- WHAT NEEDS TO BE DONE: If a line in the records contains the word "rows", count it; state the resulting number and nothing more.

Dataset entries

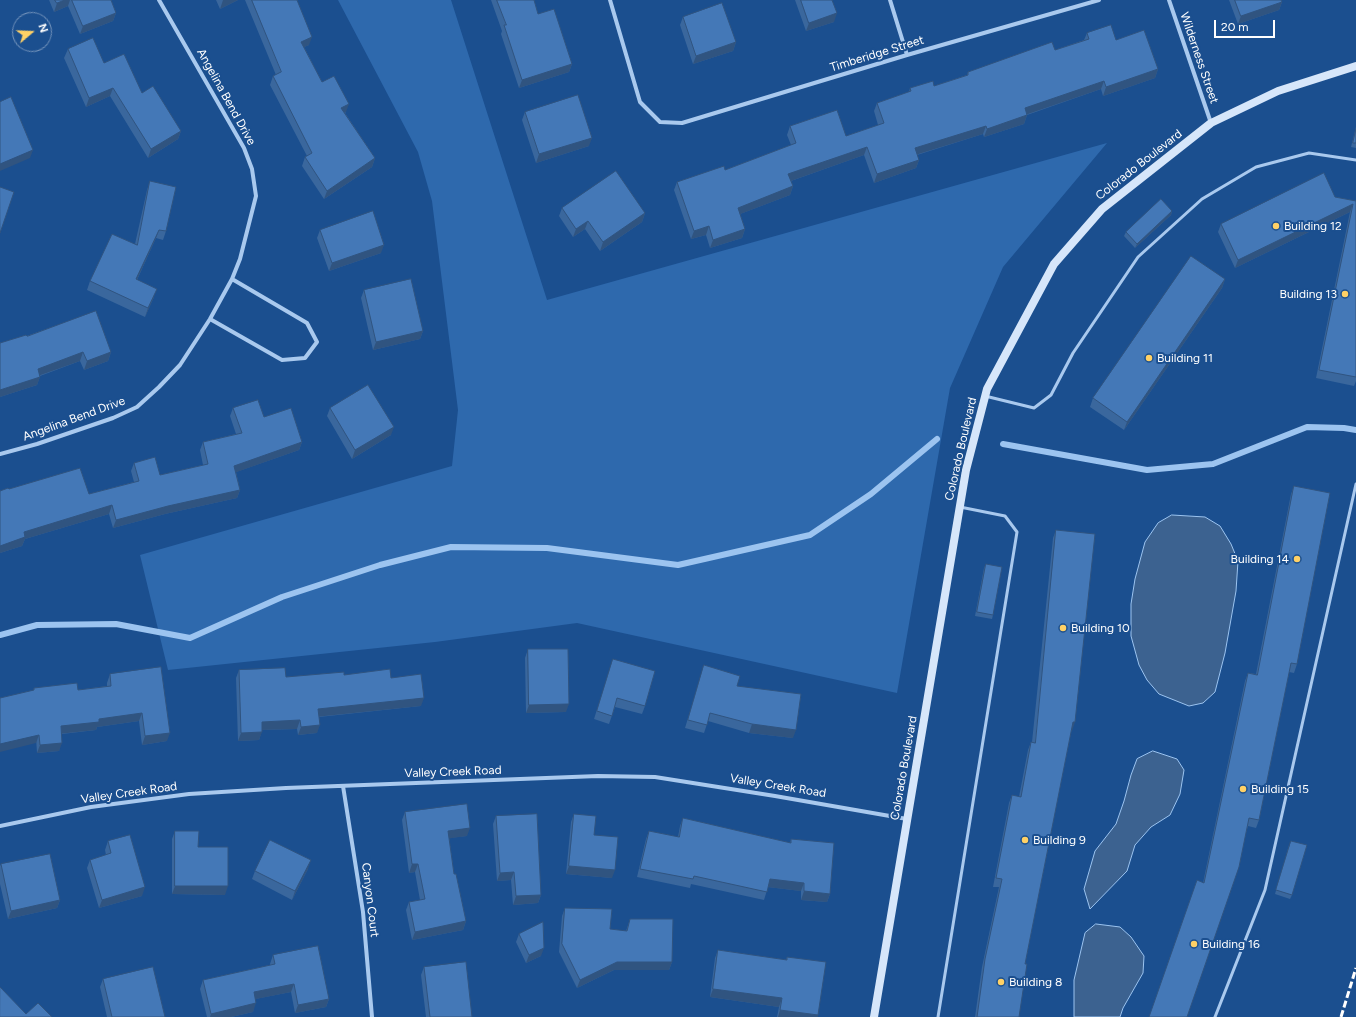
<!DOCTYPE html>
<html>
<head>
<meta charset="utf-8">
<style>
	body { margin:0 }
	#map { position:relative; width:1356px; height:1017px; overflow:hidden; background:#1b4f8f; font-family:Figtree,sans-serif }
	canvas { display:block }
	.north { position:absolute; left:12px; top:12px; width:40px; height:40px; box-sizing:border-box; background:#1b4f8f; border:1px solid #7695bc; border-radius:50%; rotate:71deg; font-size:11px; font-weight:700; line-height:16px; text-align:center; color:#fff }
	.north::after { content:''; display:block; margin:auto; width:14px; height:18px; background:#ffd166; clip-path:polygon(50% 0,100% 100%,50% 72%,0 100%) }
	.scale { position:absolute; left:1214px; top:20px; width:61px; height:18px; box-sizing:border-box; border:2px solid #fff; border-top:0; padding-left:5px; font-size:12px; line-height:14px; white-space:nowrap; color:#fff; -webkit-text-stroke:3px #1b4f8f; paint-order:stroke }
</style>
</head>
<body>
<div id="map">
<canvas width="1356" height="1017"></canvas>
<div class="north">N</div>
<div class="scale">20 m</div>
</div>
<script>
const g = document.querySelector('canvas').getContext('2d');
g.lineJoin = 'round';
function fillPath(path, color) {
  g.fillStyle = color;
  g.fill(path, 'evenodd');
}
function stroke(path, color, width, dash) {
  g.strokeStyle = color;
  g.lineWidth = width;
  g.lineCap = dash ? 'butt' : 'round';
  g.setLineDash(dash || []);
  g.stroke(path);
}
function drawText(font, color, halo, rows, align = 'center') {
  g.font = font + ' Figtree,sans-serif';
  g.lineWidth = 4;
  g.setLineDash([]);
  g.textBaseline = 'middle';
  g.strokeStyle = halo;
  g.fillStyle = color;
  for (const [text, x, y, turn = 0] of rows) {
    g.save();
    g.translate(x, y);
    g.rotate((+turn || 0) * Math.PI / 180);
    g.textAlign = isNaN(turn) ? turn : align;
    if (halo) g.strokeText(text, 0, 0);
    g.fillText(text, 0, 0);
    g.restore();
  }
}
fillPath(new Path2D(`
	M338,0H451L547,300L1107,143L1003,267L950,388L897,693L577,623L435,642L168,670L140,555L452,466L458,410L432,201L418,152Z`), '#2e69ad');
const water = new Path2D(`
	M1172,515L1205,517L1220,526L1231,544L1238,561L1236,591L1225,653L1215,692L1203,703L1189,706L1159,694L1147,680L1139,665L1131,636V604L1135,579L1145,542L1158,523Z
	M1153,751L1177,759L1184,770L1180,794L1170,815L1151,827L1135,845L1127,871L1090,909L1084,889L1095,851L1116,824L1124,801L1131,775L1137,759Z
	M1096,924L1120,927L1131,937L1144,956L1143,973L1123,1008L1120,1017H1074V980L1085,933Z`);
fillPath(water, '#3c6290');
stroke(water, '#9cc4f0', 1);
stroke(new Path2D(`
	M1003,444L1147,470L1213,464L1307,427L1344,428L1356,430
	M0,635L37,625L116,624L190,638L282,597L380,565L451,547L547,548L678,565L810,535L871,494L937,439`), '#9cc4f0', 6);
stroke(new Path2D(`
	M985,396L1034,408L1051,395L1073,353L1138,257L1202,199L1256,167L1309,153L1356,160
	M938,1017L1017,532L1005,516L960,507
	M1215,1017L1265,890L1356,484`), '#a9c9ee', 3);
stroke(new Path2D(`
	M610,0L640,102L660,122L682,123L907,55L1099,0
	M890,0L907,55
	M1169,0L1211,123
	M210,319L282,360L305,358L317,342L307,323L232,279
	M0,454L37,444L113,418L137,407L159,387L180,365L210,319L232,279L240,259L256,196L252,169L244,148L159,0
	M343,786L363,912L372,1017
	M0,826L91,807L189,794L286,788L598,776L655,777L775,796L907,819`), '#a9c9ee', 4);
stroke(new Path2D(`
	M874,1017L966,470L987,389L1054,264L1102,209L1211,123L1278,91L1356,66`), '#d6e6fa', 8);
stroke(new Path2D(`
	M1341,1017L1356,968`), '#fff', 3, [7, 3]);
fillPath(new Path2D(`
	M49,0H111L116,13L113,21L80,34L68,6L54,12Z
	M216,0H238L220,9Z
	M245,0H297L309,45L304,47L322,82L346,112L345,113L375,158L372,167L324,199L302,166L305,157L307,156L270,85L273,76L276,75Z
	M491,0H534L538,14L572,64L569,72L519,88L501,34L502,31Z
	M795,0H832L834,22L806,31Z
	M1229,0H1281L1282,2L1279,10L1238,24Z
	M683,17L736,42L733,51L693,64L680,25Z
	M1087,33L1116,40L1158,69L1155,78L1103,96L1101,89L1027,115L1024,124L984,137L983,134L917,155L919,160L916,168L874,183L864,155L791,181L793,186L790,195L740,214L745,229L742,238L710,248L706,235L691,239L674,190L677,182L725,170L791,145L787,135L790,126L846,136L878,125L874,111L877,103L909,92L910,88L934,86L967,75L968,72L1055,50L1084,40Z
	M68,49L104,63L181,131L178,139L148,158L110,96L86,107L64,58Z
	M525,112L589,146L536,163L522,120Z
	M1356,127V148L1351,147Z
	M150,181L166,231L163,240L156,238L137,280L154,297L145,317L87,290L90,281L135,244L147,190Z
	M1335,197L1356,201V381L1354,386L1316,378L1350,212L1235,268L1218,232L1221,224Z
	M562,208L645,213L642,222L600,251L585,229L573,237L559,216Z
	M1172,211L1171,215L1135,248L1124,236L1126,232Z
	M320,230L381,253L329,271L317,238Z
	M1225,279L1222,288L1124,430L1090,407L1093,398Z
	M364,290L423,331L420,339L373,350L361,298Z
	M27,336L111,352L108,361L84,370L80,361L40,376L37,385L0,397V343Z
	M233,408L264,417L302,442L299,450L236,472L240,490L237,498L165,514L113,528L109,514L25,539L22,546L0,553V491L9,489L89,494L134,482L131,471L134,463L160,475L203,465L200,450L203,442L236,434L230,416Z
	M330,408L391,435L352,459L327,416Z
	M1294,486L1297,664L1294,673L1289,672L1259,820L1256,828L1248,826L1187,1017L1203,883L1245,681L1248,673L1256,674L1291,494Z
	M1056,530L1072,731L1071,730L1025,964L1019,1017H975L982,967L999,887H993L1009,803L1012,795L1019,797L1028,750L1031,742H1032L1053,538Z
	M986,564L993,615L992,619L975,616L984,568Z
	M528,649L566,712L526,713L525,658Z
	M613,659L645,706L642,714L615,707L609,724L594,719Z
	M704,665L737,686L793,738L749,733L708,721L704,733L685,728Z
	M239,670L286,677L344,675L391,678L421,706L319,717L317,733L298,735L297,729L262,730L259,740L238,741L236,678Z
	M110,674L167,741L142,745L139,721L97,727L96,730L62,734L59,751L37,753L33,691L34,688L78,690L107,686V683Z
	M405,812L467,836L449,838L454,874L466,921L463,930L412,940L406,910L409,902L420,900L415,872L409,873L402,820Z
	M574,814L594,835L612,878L566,874L571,822Z
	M496,816L541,895L538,903L513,905L511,880L497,881L493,824Z
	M683,818L790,843L791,839L830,894L827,902L801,900V891L768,887L764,900L691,884L690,888L637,877L646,839L649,831L678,837L680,826Z
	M175,831L198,847L225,895L172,894V839Z
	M108,841L142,896L99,908L87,868L90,860L106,855L105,850Z
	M1289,845L1292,895L1290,899L1275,894Z
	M1,864L60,900L57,908L8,919L0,884V866Z
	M308,869L292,900L252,879L255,871Z
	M565,908L610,929L626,931L630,919L672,962L669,970H614L577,988L559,952L562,916Z
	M519,934L541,956L526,963L516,942Z
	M718,950L786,960L787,957L818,1017H777L779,1007L710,997L715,958Z
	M273,955L329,999L326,1007L295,1013L291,992L255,999L253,1012L231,1017H207L200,989L203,980L270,965V964Z
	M424,967L472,1017H426L421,975Z
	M103,979L165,1017H107L100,987Z`), '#3a679d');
fillPath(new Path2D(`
	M65,0H70L68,6L54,12L57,3Z
	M223,0H238L220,9Z
	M1282,2L1279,10L1238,24L1241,16Z
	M116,13L113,21L80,34L83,26Z
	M837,13L834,22L806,31L809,23Z
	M312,37L309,45L298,50L301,42Z
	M736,42L733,51L693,64L696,56Z
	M572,64L569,72L519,88L522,80Z
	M1158,69L1155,78L1103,96L1106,87Z
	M1104,81L1101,89L1022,116L1025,108Z
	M113,88L110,96L86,107L89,98Z
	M349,104L346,112L338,116L341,108Z
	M1027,115L1024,124L984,137L987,129Z
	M986,126L983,134L912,156L915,148Z
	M181,131L178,139L148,158L151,149Z
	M592,138L589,146L536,163L539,154Z
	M867,147L864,155L785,183L788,174Z
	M33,150L30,158L0,171V164Z
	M375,158L372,167L324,199L327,191Z
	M919,160L916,168L874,183L877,174Z
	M793,186L790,195L735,216L738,208Z
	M1353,204L1350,212L1235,268L1238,260Z
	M1172,211L1171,215L1135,248L1137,244Z
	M645,213L642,222L600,251L603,242Z
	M588,221L585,229L573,237L576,229Z
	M709,226L706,235L691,239L694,231Z
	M745,229L742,238L710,248L713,240Z
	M159,230L156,238L133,288L136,279Z
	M384,245L381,253L329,271L332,263Z
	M1225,279L1222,288L1124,430L1127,422Z
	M157,289L154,297L145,317L148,308Z
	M423,331L420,339L373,350L376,342Z
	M83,352L80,361L35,377L38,369Z
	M111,352L108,361L84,370L87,361Z
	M40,377L37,385L0,397V390Z
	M394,427L391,435L352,459L355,450Z
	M302,442L299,450L231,474L234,466Z
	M240,490L237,498L165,514L113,528L116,520L168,506Z
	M112,505L109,514L25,539L22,546L0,553V546L24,532Z
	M424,698L421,706L315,717L318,709Z
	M569,704L566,712L526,713L529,705Z
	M142,713L139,721L97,727L96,730L58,734L61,726L99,719Z
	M300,720L297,729L259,730L262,722Z
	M1073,722H1075L1072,731L1070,730Z
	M752,724L796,730L793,738L749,733Z
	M320,725L317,733L298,735L301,727Z
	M262,732L259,740L238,741L241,733Z
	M170,733L167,741L142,745L145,736Z
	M39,735L36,743L0,752V744Z
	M62,743L59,751L37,753L40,745Z
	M470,828L467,836L445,839L448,831Z
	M311,860L308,869L292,900L295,891Z
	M412,864H418L415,872L409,873Z
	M569,866L615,870L612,878L566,874Z
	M514,872L511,880L497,881L500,873Z
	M770,879L804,883L801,891L767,887Z
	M175,886H228L225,895L172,894Z
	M145,887L142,896L99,908L102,900Z
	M804,891L830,894L827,902L801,900Z
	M541,895L538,903L513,905L516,896Z
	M60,900L57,908L8,919L11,911Z
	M466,921L463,930L412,940L415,932Z
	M544,948L541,956L526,963L529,955Z
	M617,962H672L669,970H614L577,988L580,980Z
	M294,984L291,992L251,1000L254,992Z
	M713,989L782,998L779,1007L710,997Z
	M329,999L326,1007L295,1013L298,1005Z
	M256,1003L253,1012L231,1017H210L211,1014Z
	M780,1010L818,1015V1017H778Z`), '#305480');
const building = new Path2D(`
	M55,0H65L57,3Z
	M72,0H111L116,13L83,26Z
	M252,0H297L312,37L301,42L322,82L334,76L349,104L341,108L375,158L327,191L305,157L312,153L273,76L281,72Z
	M497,0H534L538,14L554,9L572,64L522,80L504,25H506Z
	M801,0H832L837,13L809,23Z
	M1235,0H1281L1282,2L1241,16Z
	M722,3L736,42L696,56L683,17Z
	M1111,25L1116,40L1144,30L1158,69L1106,87L1104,81L1025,108L1027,115L987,129L986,126L915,148L919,160L877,174L867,147L788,174L793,186L738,208L745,229L713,240L709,226L694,231L677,182L724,166L725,170L796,143L790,126L837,110L846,136L884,123L877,103L911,91L910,88L933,81L934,86L968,75V72L1052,42L1055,50L1089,39L1087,33Z
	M93,38L104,63L124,54L142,93L153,86L181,131L151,149L113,88L89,98L68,49Z
	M578,95L592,138L539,154L525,112Z
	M11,97L33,150L0,164V102Z
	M1356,129V143H1353Z
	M616,171L645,213L603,242L588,221L576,229L562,208Z
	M1324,173L1335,197L1356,201V377L1319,370L1353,204L1238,260L1221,224Z
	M150,181L176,187L166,231L159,230L136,279L157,289L148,308L90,281L112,234L137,245Z
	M0,187L14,192L0,233Z
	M1161,199L1172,211L1137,244L1126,232Z
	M373,211L384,245L332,263L320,230Z
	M1191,256L1225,279L1127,422L1093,398Z
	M411,279L423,331L376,342L364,290Z
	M96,311L111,352L87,361L83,352L38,369L40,377L0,390V343L26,335L27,336Z
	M368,385L394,427L355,450L330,408Z
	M258,400L264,417L291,408L302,442L234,466L240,490L168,506L116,520L112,505L24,532L25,537L0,546V491L8,488L9,489L80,468L89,494L139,481L134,463L155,457L160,475L208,464L203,442L242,433L233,408Z
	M1294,486L1330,493L1297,664L1291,663L1259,820L1249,818L1239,867L1187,1017H1149L1197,880L1204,883L1248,673L1257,675Z
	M1056,530L1095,534L1075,722H1073L1025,964H1027L1019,1017H977L985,959L1002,879L996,878L1012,795L1021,797L1031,742L1035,743Z
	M986,564L1002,567L993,615L977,612Z
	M528,649H568L569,704L529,705Z
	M613,659L655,671L645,706L617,698L612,716L597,711Z
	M704,665L740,676L737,686L801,694L796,730L752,724L710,713L707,725L688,720Z
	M161,667L170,733L145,736L142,713L99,719V722L61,726L62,743L40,745L39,735L0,744V698L34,690V688L77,683L78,690L111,686L110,674Z
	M285,668L286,677L344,672V675L390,669L391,678L421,674L424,698L318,709L320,725L301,727L300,720L262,722V732L241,733L239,670Z
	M467,804L470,828L448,831L454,874H456L466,921L415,932L409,902L425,899L418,864H412L405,812Z
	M537,814L541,895L516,896L514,872L500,873L496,816Z
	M574,814L596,816L594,835L618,837L615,870L569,866Z
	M683,818L791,843V839L834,843L830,894L804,891V883L770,879L767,892L694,876L693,879L640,869L649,831L679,837Z
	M175,831H199L198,847H228V886H175Z
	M130,835L145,887L102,900L90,860L111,853L108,841Z
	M270,840L311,860L295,891L255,871Z
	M1291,841L1307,845L1292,895L1276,890Z
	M50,854L60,900L11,911L1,864Z
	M565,908L612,909L610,929L627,931L630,919H673L672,962H617L580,980L562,944Z
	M543,922L544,948L529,955L519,934Z
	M318,946L329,999L298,1005L294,984L254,992L256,1003L211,1014L203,980L275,964L273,955Z
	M718,950L787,960V957L826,962L818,1015L780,1010L782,998L713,989Z
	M466,962L472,1017H430L424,967Z
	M153,967L165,1017H112L103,979Z
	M0,987L26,1014L38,1003L52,1017H0Z`);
fillPath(building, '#4478b7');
stroke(building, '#305480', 1);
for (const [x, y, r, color] of [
	[1276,226,4,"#ffd166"],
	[1345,294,4,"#ffd166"],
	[1149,358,4,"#ffd166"],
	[1297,559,4,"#ffd166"],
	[1063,628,4,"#ffd166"],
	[1243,789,4,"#ffd166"],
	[1025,840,4,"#ffd166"],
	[1194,944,4,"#ffd166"],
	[1001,982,4,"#ffd166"]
]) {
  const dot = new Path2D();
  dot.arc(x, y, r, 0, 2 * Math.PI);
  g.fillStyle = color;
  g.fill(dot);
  stroke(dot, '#1b4f8f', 1.5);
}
drawText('12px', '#fff', '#1b4f8f', [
	["Timberidge Street",877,54,-17],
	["Wilderness Street",1199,58,71],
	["Angelina Bend Drive",226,97,61],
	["Colorado Boulevard",1139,165,-38],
	["Angelina Bend Drive",74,419,-20],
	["Colorado Boulevard",961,449,-77],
	["Colorado Boulevard",904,768,-80],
	["Valley Creek Road",453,772,-2],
	["Valley Creek Road",778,786,9],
	["Valley Creek Road",129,793,-8],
	["Canyon Court",370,900,83]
]);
drawText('12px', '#fff', '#1b4f8f', [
	["Building 12",1284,226],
	["Building 13",1337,294,"right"],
	["Building 11",1157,358],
	["Building 14",1289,559,"right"],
	["Building 10",1071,628],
	["Building 15",1251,789],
	["Building 9",1033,840],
	["Building 16",1202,944],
	["Building 8",1009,982]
], 'left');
</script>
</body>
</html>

- EXERCISE OUTPUT: 2